→ AIM OF THE TASK
Could you output all of the records below exactly as they appear?

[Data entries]
-- -- --

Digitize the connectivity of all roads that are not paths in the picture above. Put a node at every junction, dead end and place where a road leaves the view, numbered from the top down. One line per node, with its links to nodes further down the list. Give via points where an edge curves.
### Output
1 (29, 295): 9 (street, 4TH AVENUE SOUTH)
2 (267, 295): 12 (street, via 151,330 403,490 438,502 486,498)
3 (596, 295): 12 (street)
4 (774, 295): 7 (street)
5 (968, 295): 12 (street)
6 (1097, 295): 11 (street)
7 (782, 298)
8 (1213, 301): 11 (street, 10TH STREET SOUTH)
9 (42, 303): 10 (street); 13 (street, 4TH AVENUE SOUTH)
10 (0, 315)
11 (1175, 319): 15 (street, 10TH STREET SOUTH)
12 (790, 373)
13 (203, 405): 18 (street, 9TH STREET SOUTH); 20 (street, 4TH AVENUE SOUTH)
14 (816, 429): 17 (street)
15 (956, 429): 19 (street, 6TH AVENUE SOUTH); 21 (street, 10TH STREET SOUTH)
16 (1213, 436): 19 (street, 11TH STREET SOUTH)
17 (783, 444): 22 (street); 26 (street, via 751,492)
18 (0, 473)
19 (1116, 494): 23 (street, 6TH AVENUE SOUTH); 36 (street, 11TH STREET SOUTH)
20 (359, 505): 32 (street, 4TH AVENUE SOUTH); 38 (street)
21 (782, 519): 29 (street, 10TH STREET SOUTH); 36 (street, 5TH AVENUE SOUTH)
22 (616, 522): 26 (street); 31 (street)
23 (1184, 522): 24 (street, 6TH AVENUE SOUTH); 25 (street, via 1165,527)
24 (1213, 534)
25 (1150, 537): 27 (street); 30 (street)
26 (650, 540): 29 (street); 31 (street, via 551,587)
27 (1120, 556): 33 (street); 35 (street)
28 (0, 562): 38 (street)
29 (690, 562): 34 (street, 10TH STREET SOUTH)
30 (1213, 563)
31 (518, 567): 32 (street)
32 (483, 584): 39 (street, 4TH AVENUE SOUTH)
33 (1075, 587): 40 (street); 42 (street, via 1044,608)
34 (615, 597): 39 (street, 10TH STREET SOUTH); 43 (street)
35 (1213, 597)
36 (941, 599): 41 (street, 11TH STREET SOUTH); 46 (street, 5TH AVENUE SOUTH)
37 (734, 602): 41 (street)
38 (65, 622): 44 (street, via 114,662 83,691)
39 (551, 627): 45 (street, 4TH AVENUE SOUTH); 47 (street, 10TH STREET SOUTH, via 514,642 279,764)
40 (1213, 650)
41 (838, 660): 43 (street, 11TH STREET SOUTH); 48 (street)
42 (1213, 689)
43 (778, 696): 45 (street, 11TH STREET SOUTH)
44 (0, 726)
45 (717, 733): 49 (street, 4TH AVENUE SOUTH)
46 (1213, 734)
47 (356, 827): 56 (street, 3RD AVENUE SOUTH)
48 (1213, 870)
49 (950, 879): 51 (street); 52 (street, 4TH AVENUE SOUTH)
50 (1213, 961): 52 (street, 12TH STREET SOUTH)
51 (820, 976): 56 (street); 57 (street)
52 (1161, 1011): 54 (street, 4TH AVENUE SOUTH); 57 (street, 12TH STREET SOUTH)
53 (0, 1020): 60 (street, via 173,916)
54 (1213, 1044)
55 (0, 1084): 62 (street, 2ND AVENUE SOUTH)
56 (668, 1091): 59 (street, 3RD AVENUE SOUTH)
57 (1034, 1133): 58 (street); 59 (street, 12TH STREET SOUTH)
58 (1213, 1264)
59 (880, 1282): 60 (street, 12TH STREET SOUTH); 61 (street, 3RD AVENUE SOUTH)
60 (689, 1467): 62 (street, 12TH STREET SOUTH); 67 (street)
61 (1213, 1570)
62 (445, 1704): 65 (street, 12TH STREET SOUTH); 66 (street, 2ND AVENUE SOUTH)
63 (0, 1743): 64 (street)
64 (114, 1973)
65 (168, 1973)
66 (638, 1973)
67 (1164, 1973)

-- -- --

→ RESPONSE
Digitize the connectivity of all roads that are not paths in the picture above. Put a node at every junction, dead end and place where a road leaves the view, numbered from the top down. One line per node, with its links to nodes further down the list. Give via points where an edge curves.
### Output
1 (29, 295): 9 (street, 4TH AVENUE SOUTH)
2 (267, 295): 12 (street, via 151,330 403,490 438,502 486,498)
3 (596, 295): 12 (street)
4 (774, 295): 7 (street)
5 (968, 295): 12 (street)
6 (1097, 295): 11 (street)
7 (782, 298)
8 (1213, 301): 11 (street, 10TH STREET SOUTH)
9 (42, 303): 10 (street); 13 (street, 4TH AVENUE SOUTH)
10 (0, 315)
11 (1175, 319): 15 (street, 10TH STREET SOUTH)
12 (790, 373)
13 (203, 405): 18 (street, 9TH STREET SOUTH); 20 (street, 4TH AVENUE SOUTH)
14 (816, 429): 17 (street)
15 (956, 429): 19 (street, 6TH AVENUE SOUTH); 21 (street, 10TH STREET SOUTH)
16 (1213, 436): 19 (street, 11TH STREET SOUTH)
17 (783, 444): 22 (street); 26 (street, via 751,492)
18 (0, 473)
19 (1116, 494): 23 (street, 6TH AVENUE SOUTH); 36 (street, 11TH STREET SOUTH)
20 (359, 505): 32 (street, 4TH AVENUE SOUTH); 38 (street)
21 (782, 519): 29 (street, 10TH STREET SOUTH); 36 (street, 5TH AVENUE SOUTH)
22 (616, 522): 26 (street); 31 (street)
23 (1184, 522): 24 (street, 6TH AVENUE SOUTH); 25 (street, via 1165,527)
24 (1213, 534)
25 (1150, 537): 27 (street); 30 (street)
26 (650, 540): 29 (street); 31 (street, via 551,587)
27 (1120, 556): 33 (street); 35 (street)
28 (0, 562): 38 (street)
29 (690, 562): 34 (street, 10TH STREET SOUTH)
30 (1213, 563)
31 (518, 567): 32 (street)
32 (483, 584): 39 (street, 4TH AVENUE SOUTH)
33 (1075, 587): 40 (street); 42 (street, via 1044,608)
34 (615, 597): 39 (street, 10TH STREET SOUTH); 43 (street)
35 (1213, 597)
36 (941, 599): 41 (street, 11TH STREET SOUTH); 46 (street, 5TH AVENUE SOUTH)
37 (734, 602): 41 (street)
38 (65, 622): 44 (street, via 114,662 83,691)
39 (551, 627): 45 (street, 4TH AVENUE SOUTH); 47 (street, 10TH STREET SOUTH, via 514,642 279,764)
40 (1213, 650)
41 (838, 660): 43 (street, 11TH STREET SOUTH); 48 (street)
42 (1213, 689)
43 (778, 696): 45 (street, 11TH STREET SOUTH)
44 (0, 726)
45 (717, 733): 49 (street, 4TH AVENUE SOUTH)
46 (1213, 734)
47 (356, 827): 56 (street, 3RD AVENUE SOUTH)
48 (1213, 870)
49 (950, 879): 51 (street); 52 (street, 4TH AVENUE SOUTH)
50 (1213, 961): 52 (street, 12TH STREET SOUTH)
51 (820, 976): 56 (street); 57 (street)
52 (1161, 1011): 54 (street, 4TH AVENUE SOUTH); 57 (street, 12TH STREET SOUTH)
53 (0, 1020): 60 (street, via 173,916)
54 (1213, 1044)
55 (0, 1084): 62 (street, 2ND AVENUE SOUTH)
56 (668, 1091): 59 (street, 3RD AVENUE SOUTH)
57 (1034, 1133): 58 (street); 59 (street, 12TH STREET SOUTH)
58 (1213, 1264)
59 (880, 1282): 60 (street, 12TH STREET SOUTH); 61 (street, 3RD AVENUE SOUTH)
60 (689, 1467): 62 (street, 12TH STREET SOUTH); 67 (street)
61 (1213, 1570)
62 (445, 1704): 65 (street, 12TH STREET SOUTH); 66 (street, 2ND AVENUE SOUTH)
63 (0, 1743): 64 (street)
64 (114, 1973)
65 (168, 1973)
66 (638, 1973)
67 (1164, 1973)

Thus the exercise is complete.